I have somehow acquired several dozen of them over the past decade, all manual, all portables. Including one (from the late 50's early 60's I think) that is about the size of a 10-years-ago laptop. Remarkable engineering.
Still a little slower with keyboarding than I'd like to be, though - proof that mere ownership does not suffice. ;)
| 1:24 am on Jul 1, 2008 (gmt 0)|
|mere ownership does not suffice |
LIke the shoe ads say, "Just do it!"
| 1:55 am on Jul 1, 2008 (gmt 0)|
Take an old cardboard box, cut it so that it makes a little roof about two and a half inches above the keyboard. Slide your hands under and feel for the home keys (F and J, with the raised dot). Now type by trial and error. The backspace key is in the top right.
| 2:09 pm on Jul 1, 2008 (gmt 0)|
The games work really well. Also do some daily exercises and make sure your index fingers are always on the "marked" keys, so left index on "F" and right index on "J". The space bar should always be touched with your thumb.
Some exercise examples:
1. ASDFGF (left hand) ;LKJHJ (right hand) ASDFGF ;LKJHJ
2. Practise each finger at a time in diagonal lines
AQAZA SWSXS DEDCD FRTGBVF (left hand)
;P;/; LOL.L KIK,K JUYHNMJ (right hand)
(You can also practise this one with numbers)

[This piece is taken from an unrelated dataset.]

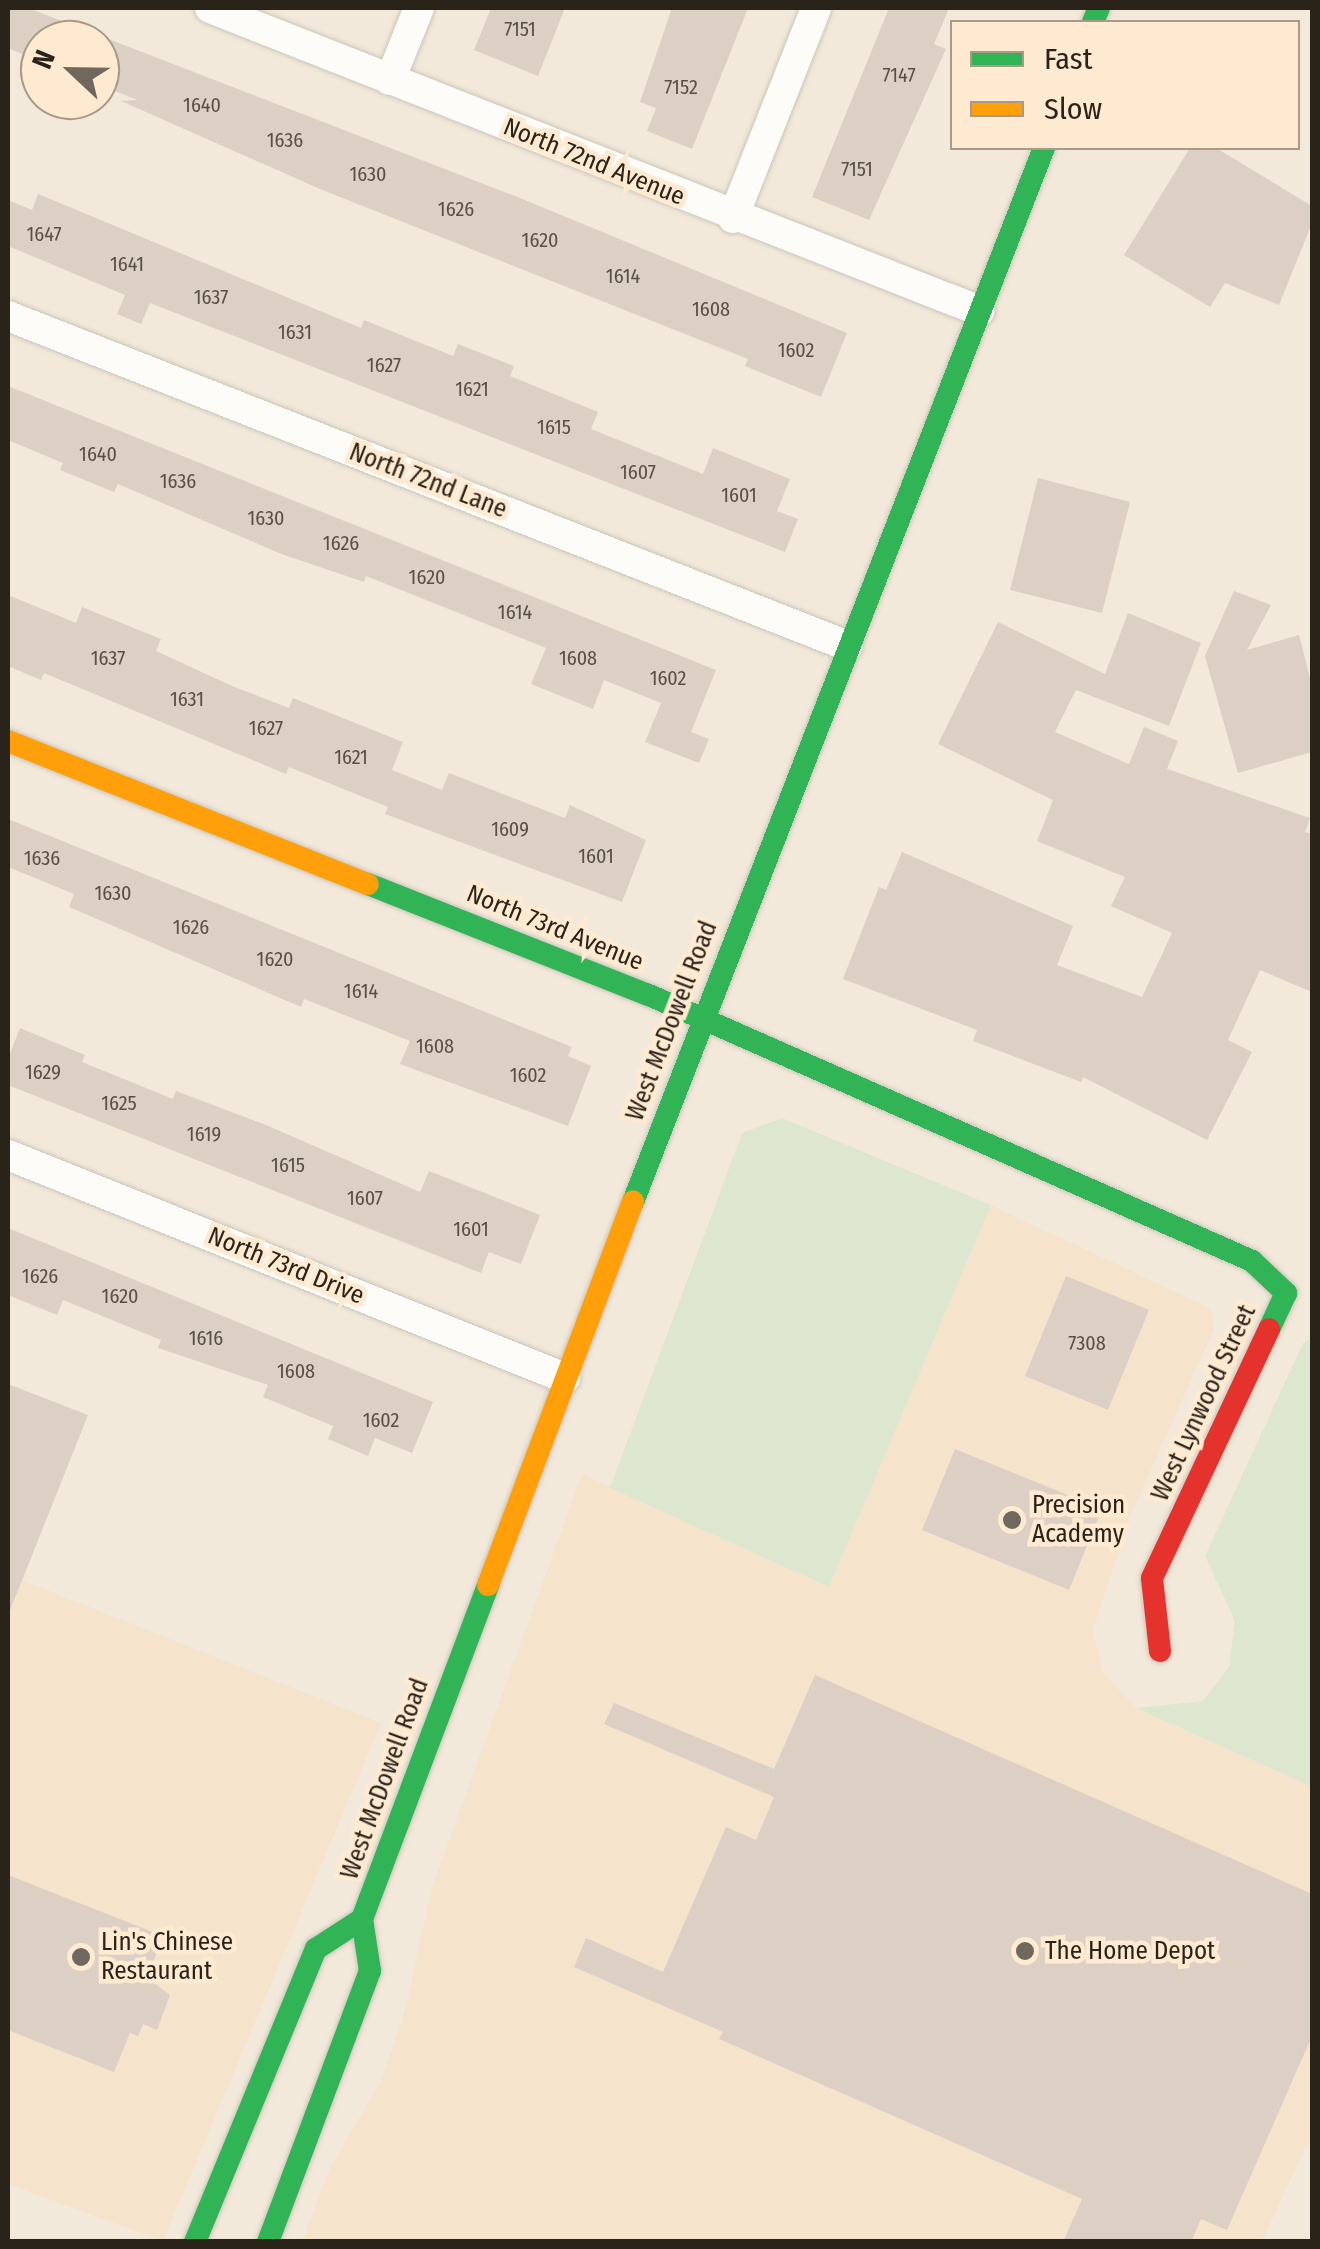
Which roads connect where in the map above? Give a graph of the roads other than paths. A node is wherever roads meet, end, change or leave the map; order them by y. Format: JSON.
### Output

| 2:48 pm on Jul 1, 2008 (gmt 0)|
Another good game is "Letter invaders" (a bit like space invaders).
| 6:00 pm on Jul 1, 2008 (gmt 0)|
I learned to type just by doing it - put my fingers on the home row and forced myself to use the right finger for each key I typed. I practiced about half an hour per day. It was painstaking at first, but all of a sudden it "clicked" and I've been typing great ever since. Typing tests now show me to be in the top 3% of the techie population.
It may have helped that I had played the violin for years, which naturally greatly developed the coordination in the fingers of my left hand.
| 7:39 pm on Jul 1, 2008 (gmt 0)|
I know how to type but not that fast as well. as long as you can type words correctly and knows everything about the keyboard, then that would be fine.
Typing speed would help you type faster, currently having it and I'm enjoying.